Why Migrate? – The Non-Technical Parts

Earlier this year, our Product Operations and Delivery team decided to migrate services from our Mesos cluster to Kubernetes. George Gao wrote a post detailing the technical reasons  for the move. On the non-technical side of things, the tooling around Kubernetes was more developer friendly than what Mesos offered, which bode well for our dev teams. Additionally, only the core operations team that originally implemented Mesos understood it. When problems arose, they were the only ones capable of troubleshooting.

Following an evaluation of alternatives, the team made a bet on Kubernetes and started migrating services on Mesos with the goal of moving all fifteen to Kubernetes. The team gave themselves three months to complete the migration, but thanks to our service mesh, the project only took two!

This was because our service mesh decoupled microservice networking from the application code. As a result, the migration process was limited to simple routing changes. To fully appreciate this, we need understand how our service mesh works.

What is a Service Mesh?

Imagine you’re writing a new service. Let’s say that your service has a bunch of microservices it needs to talk to. Do you hardcode the URLs to these dependencies into your service? What if there are multiple instances of each service so requests are load balanced? How will your service continuously discover these new instances if they could go down and be brought back up anytime with different URLs?

Adding logic for these considerations would bloat your application code and you’d have to do the same work for every service in your architecture. This work is only compounded as the number of services and languages grows.

One solution is to move this responsibility from the clients to the networking layer. By doing so, we have a ‘thin client’ and ‘fat middleware’ model. This is a service mesh. Practically speaking, this means setting up lightweight proxies between the origin and destination services to take care of service discovery and routing. Service discovery is the mechanism that allows services to dynamically track other services and route to them.
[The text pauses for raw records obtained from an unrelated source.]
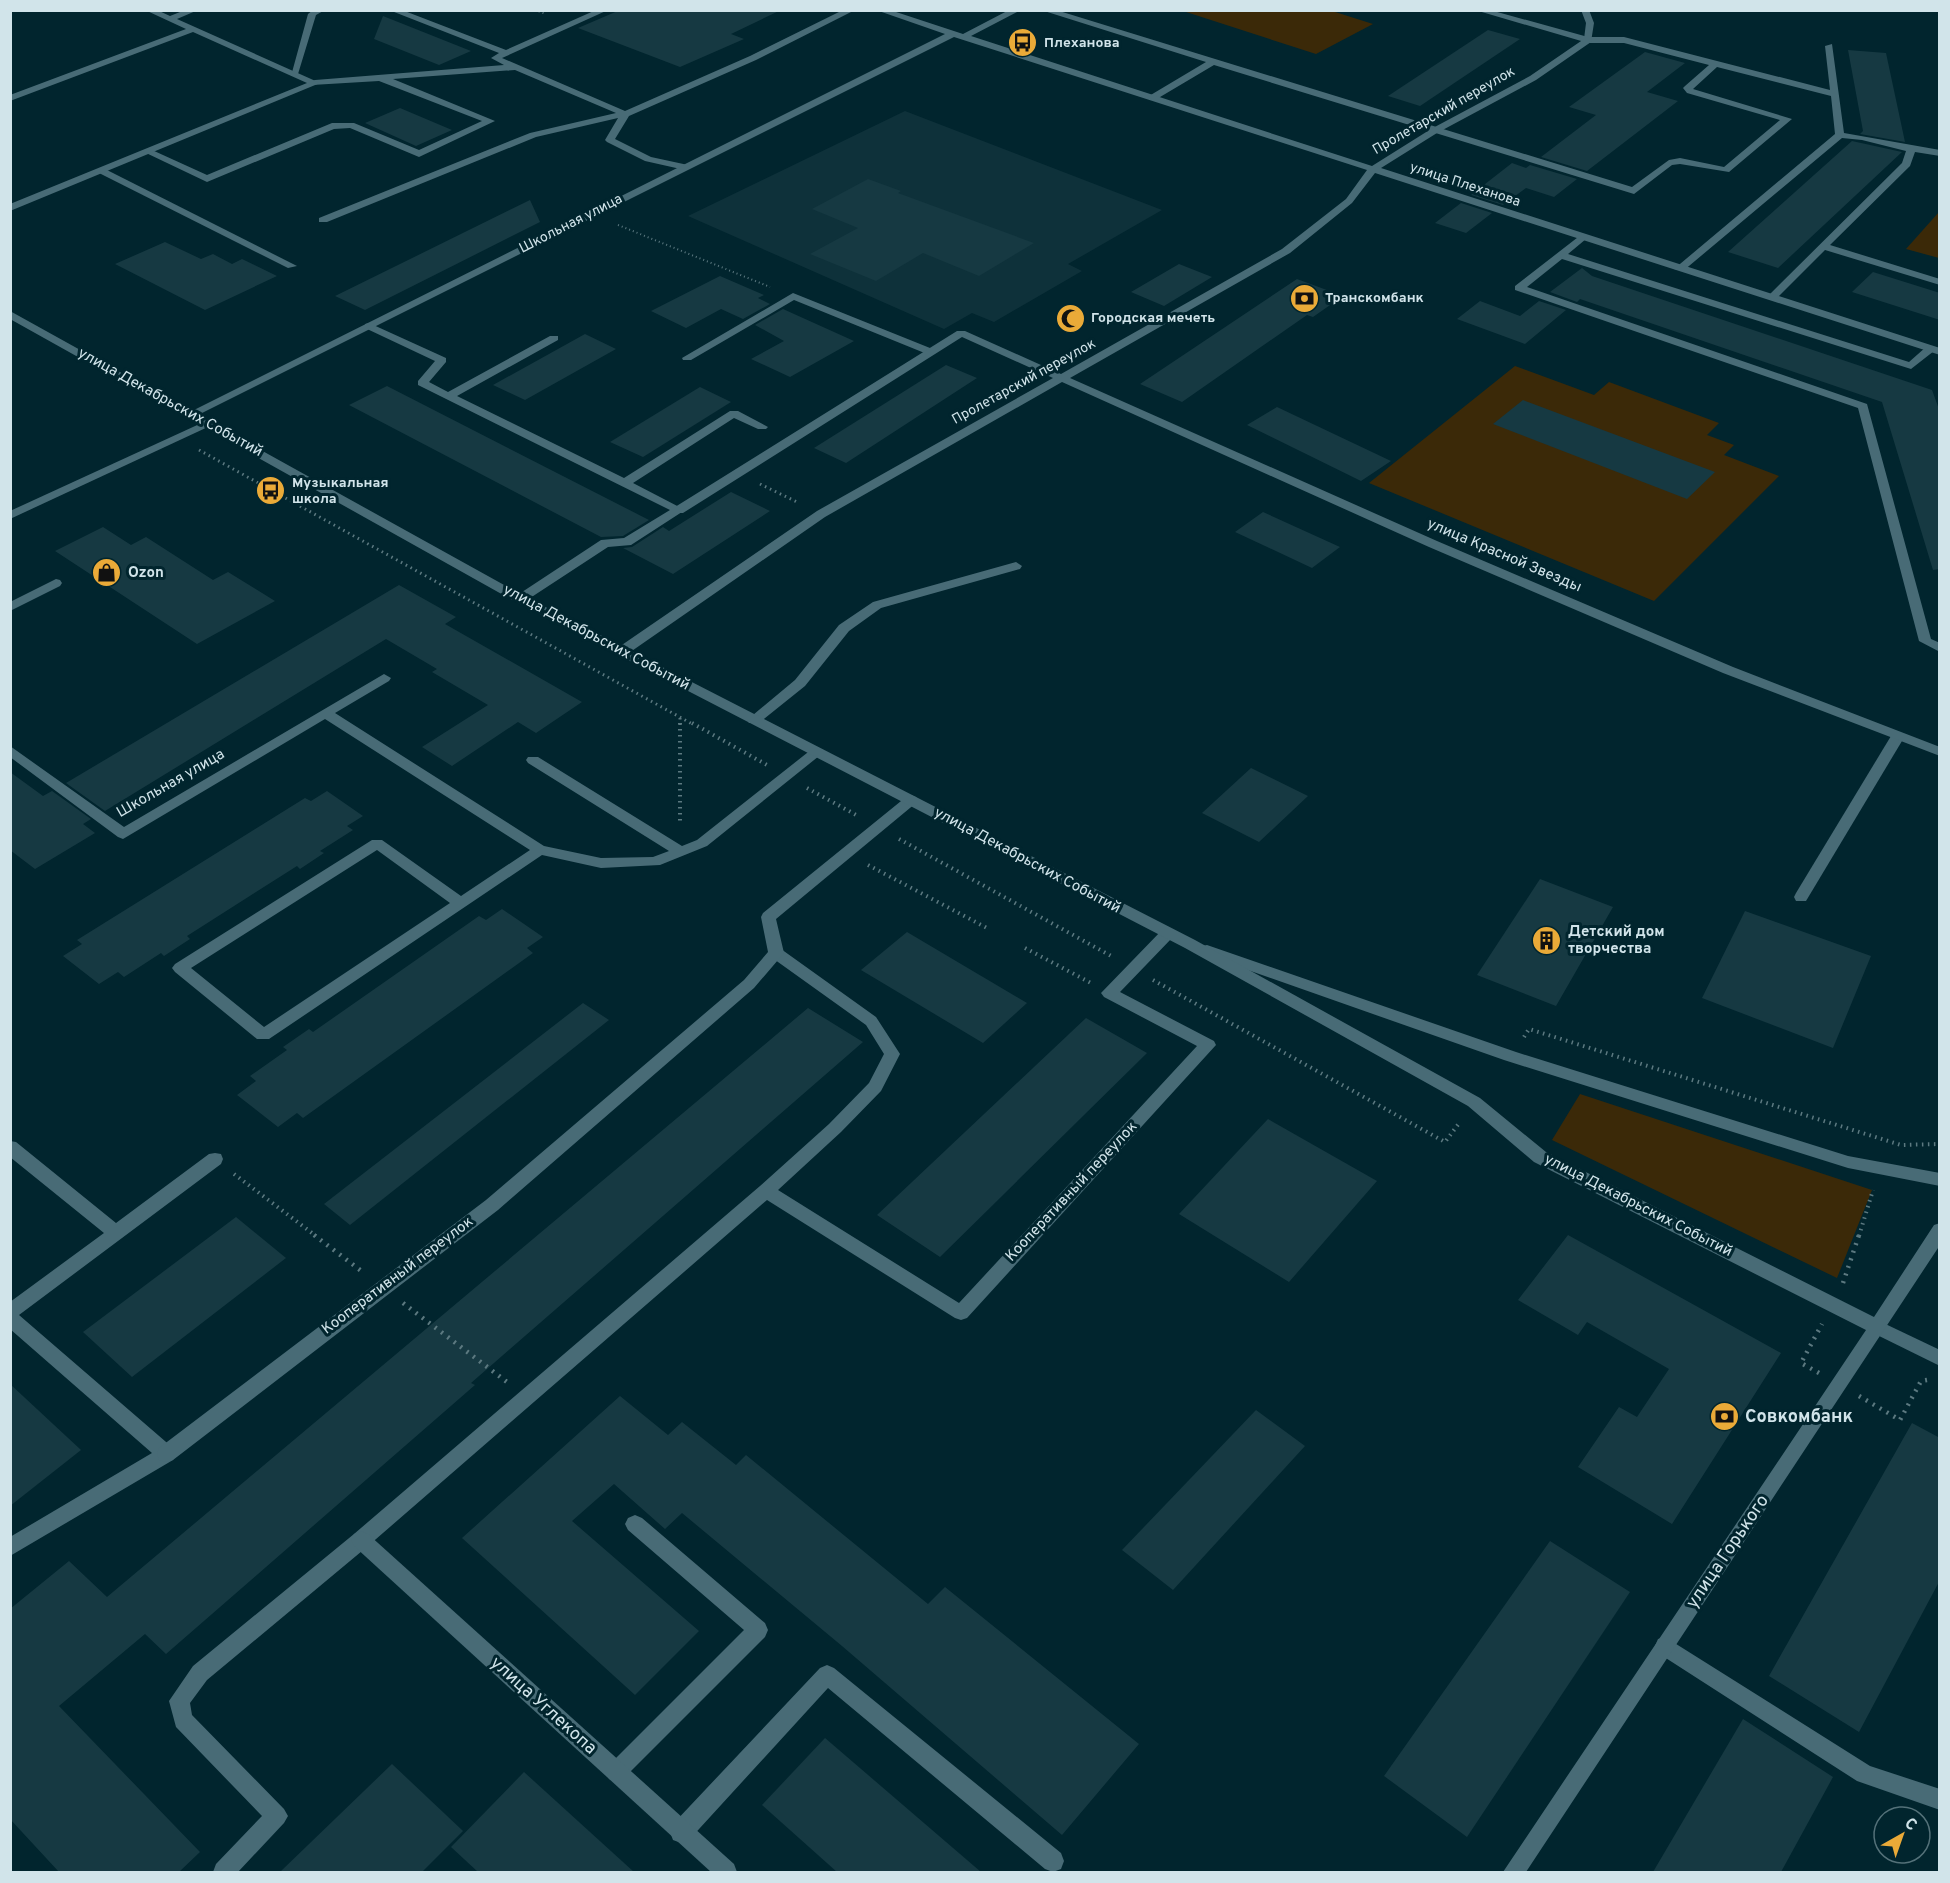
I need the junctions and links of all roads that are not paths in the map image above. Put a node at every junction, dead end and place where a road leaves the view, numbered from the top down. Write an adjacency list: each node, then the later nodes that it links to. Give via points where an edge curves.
1 (149, 10): 12 (street)
2 (194, 10): 12 (street)
3 (321, 10): 22 (street, via 312,14)
4 (393, 10): 18 (street)
5 (604, 10): 18 (street)
6 (852, 10): 28 (street)
7 (880, 10): 14 (street, улица Плеханова)
8 (1017, 10): 15 (street)
9 (1045, 10): 19 (street)
10 (1479, 10): 16 (street)
11 (1585, 10): 16 (street, via 1590,23)
12 (170, 19): 13 (street)
13 (192, 30): 22 (street); 26 (street)
14 (952, 34): 15 (street, улица Плеханова); 34 (street, Школьная улица)
15 (963, 37): 27 (street, улица Плеханова)
16 (1588, 40): 20 (street, via 1624,40); 29 (street, Пролетарский переулок, via 1533,78)
17 (1829, 46): 25 (street)
18 (506, 53): 21 (street, via 495,58)
19 (1213, 62): 27 (street); 29 (street)
20 (1715, 64): 25 (street); 29 (street, via 1688,88 1690,91 1787,119 1726,170 1680,161 1670,163 1634,191)
21 (517, 67): 23 (street); 28 (street)
22 (294, 74): 24 (street)
23 (381, 78): 24 (street); 32 (street, via 490,121 420,153 351,126 332,126 207,179)
24 (315, 84): 32 (street)
25 (1835, 94): 30 (street)
26 (10, 98)
27 (1152, 98): 35 (street, улица Плеханова)
28 (626, 114): 34 (street, via 610,140 648,159); 38 (street, via 533,135)
29 (1434, 131): 35 (street, Пролетарский переулок)
30 (1840, 135): 31 (street); 43 (street)
31 (1911, 149): 33 (street); 40 (street, via 1907,164)
32 (149, 152): 36 (street)
33 (1940, 153)
34 (685, 167): 47 (street, Школьная улица)
35 (1373, 169): 39 (street, улица Плеханова); 52 (street, Пролетарский переулок, via 1349,201 1286,252)
36 (102, 171): 37 (street); 42 (street)
37 (10, 208)
38 (323, 220)
39 (1582, 237): 41 (street); 43 (street, улица Плеханова)
40 (1823, 246): 44 (street); 45 (street)
41 (1561, 255): 49 (street, via 1911,366); 64 (street, via 1519,288 1863,406 1925,641)
42 (292, 266)
43 (1679, 268): 45 (street, улица Плеханова)
44 (1940, 282)
45 (1771, 298): 49 (street, улица Плеханова)
46 (10, 315): 54 (street, улица Декабрьских Событий)
47 (369, 326): 53 (street, via 442,360 422,383); 54 (street, Школьная улица)
48 (554, 338): 53 (street)
49 (1935, 350)
50 (931, 352): 51 (street, via 793,296); 52 (street, улица Красной Звезды, via 961,333); 58 (street)
51 (687, 358)
52 (1061, 377): 65 (street, Пролетарский переулок, via 821,514); 69 (street, улица Красной Звезды, via 1433,544 1728,670)
53 (449, 396): 57 (street)
54 (190, 415): 55 (street, улица Декабрьских Событий)
55 (206, 424): 59 (street); 62 (street, улица Декабрьских Событий)
56 (762, 427): 57 (street, via 734,413)
57 (625, 483): 58 (street)
58 (679, 510): 62 (street, via 627,542 605,543)
59 (10, 516)
60 (1016, 566): 68 (street, via 877,605 844,628 800,683)
61 (56, 583): 63 (street)
62 (519, 598): 65 (street, улица Декабрьских Событий)
63 (10, 607)
64 (1940, 648)
65 (621, 652): 68 (street, улица Декабрьских Событий)
66 (384, 678): 67 (street, Школьная улица)
67 (325, 713): 70 (street, Школьная улица, via 123,834); 75 (street)
68 (754, 720): 71 (street, улица Декабрьских Событий)
69 (1898, 736): 72 (street, улица Красной Звезды); 77 (street)
70 (10, 750)
71 (817, 752): 74 (street, улица Декабрьских Событий); 76 (street, via 702,843)
72 (1940, 752)
73 (533, 760): 76 (street)
74 (911, 800): 79 (street, улица Декабрьских Событий); 81 (street, via 768,917)
75 (540, 850): 76 (street, via 601,863 655,862); 78 (street)
76 (681, 852)
77 (1802, 897)
78 (461, 903): 78 (street, via 263,1035 180,968 377,843)
79 (1167, 934): 80 (street, улица Декабрьских Событий); 85 (street, Кооперативный переулок, via 1109,993 1208,1045 961,1313)
80 (1190, 944): 84 (street, улица Декабрьских Событий, via 1521,1060 1848,1162); 90 (street, улица Декабрьских Событий, via 1474,1102 1540,1157)
81 (776, 953): 85 (street, via 871,1021 892,1054 875,1087); 92 (street, Кооперативный переулок, via 749,984 492,1205)
82 (10, 1147): 87 (street)
83 (214, 1159): 87 (street)
84 (1940, 1179)
85 (766, 1191): 94 (street)
86 (1940, 1230): 90 (street, улица Горького)
87 (116, 1233): 88 (street)
88 (10, 1312)
89 (10, 1318): 92 (street)
90 (1878, 1327): 91 (street, улица Декабрьских Событий); 96 (street, улица Горького)
91 (1940, 1359)
92 (166, 1454): 95 (street, Кооперативный переулок)
93 (635, 1524): 97 (street, via 758,1630)
94 (361, 1540): 97 (street, улица Углекопа); 101 (street, via 200,1673 179,1701 183,1719 278,1816)
95 (10, 1547)
96 (1665, 1646): 98 (street, via 1864,1774); 103 (street, улица Горького)
97 (616, 1772): 99 (street, улица Углекопа)
98 (1940, 1800)
99 (681, 1832): 100 (street, via 827,1675); 102 (street, улица Углекопа)
100 (1053, 1861)
101 (224, 1872)
102 (726, 1872)
103 (1514, 1872)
Once the service mesh has been set up, adding a new service to it makes the service automatically routable from existing services. You can then focus on writing application logic and trust that the network will route as you expect it to. At Hootsuite, this helped lower the barrier to writing new microservices. Mark Eijsermans gave a talk that goes into more detail.

Hootsuite’s Service Mesh

Our in-house service mesh is called Skyline. It uses Consul for service discovery and NGINX for routing.

Mesos to Mesos

On each node in the Mesos cluster, we run a Consul agent and an NGINX server. The NGINX config is kept up-to-date by fsconsul and consul-template.

Each container that runs on a Mesos node makes application requests to a Skyline  URL: http://localhost:5040/service/foo/endpoint. This request first goes to the local NGINX proxy at port 5040. The local NGINX then proxies that request to the destination NGINX proxy at port 5041, which routes the request to the correct application on the node. So, the Mesos service only needs to know the Skyline URL of its downstream Mesos service.

Mesos to Kubernetes

If the local NGINX proxy can’t figure out where to send the request, it just gets proxied to the Kubernetes cluster. All Kubernetes worker nodes are listed in Consul, so any calls to a service that isn’t found in the Mesos cluster will route to Kubernetes via a catch-all.

When a request comes in from outside the Kubernetes cluster, it will reach any Kubernetes worker node at random. On our Kubernetes nodes, we run a skyline-bridge Pod in a Daemon Set on all worker nodes. These Pods just run NGINX and listen on their container port 5041, which is mapped to the host port 5041. When a request comes into a Kubernetes node, the skyline-bridge Pod transforms the request URL into a kubedns name: http://foo.default.svc.cluster.local:8080/endpoint. After that, kubedns takes care of routing the request to the correct destination Service.

For example, say a Mesos service wants to reach the Giphy service sitting in Kubernetes. The origin service calls http://localhost:5040/service/giphy/media. The request gets proxied from the local NGINX to a dedicated set of gateway servers called the ‘service discovery bridge’ (SDB) and into a Kubernetes worker node.

The skyline-bridge Pod on that node receives the request called {NODE IP}:5041/service/giphy/media. It transforms the request into http://giphy.default.svc.local:8080/media. That request is then passed to kubedns to be routed to the Giphy Service.

Kubernetes to Mesos

If a request from within Kubernetes is destined for a Mesos service, the requesting service calls the kubedns name of a Service that represents the Mesos service. This Service targets skyline-bridge Pods.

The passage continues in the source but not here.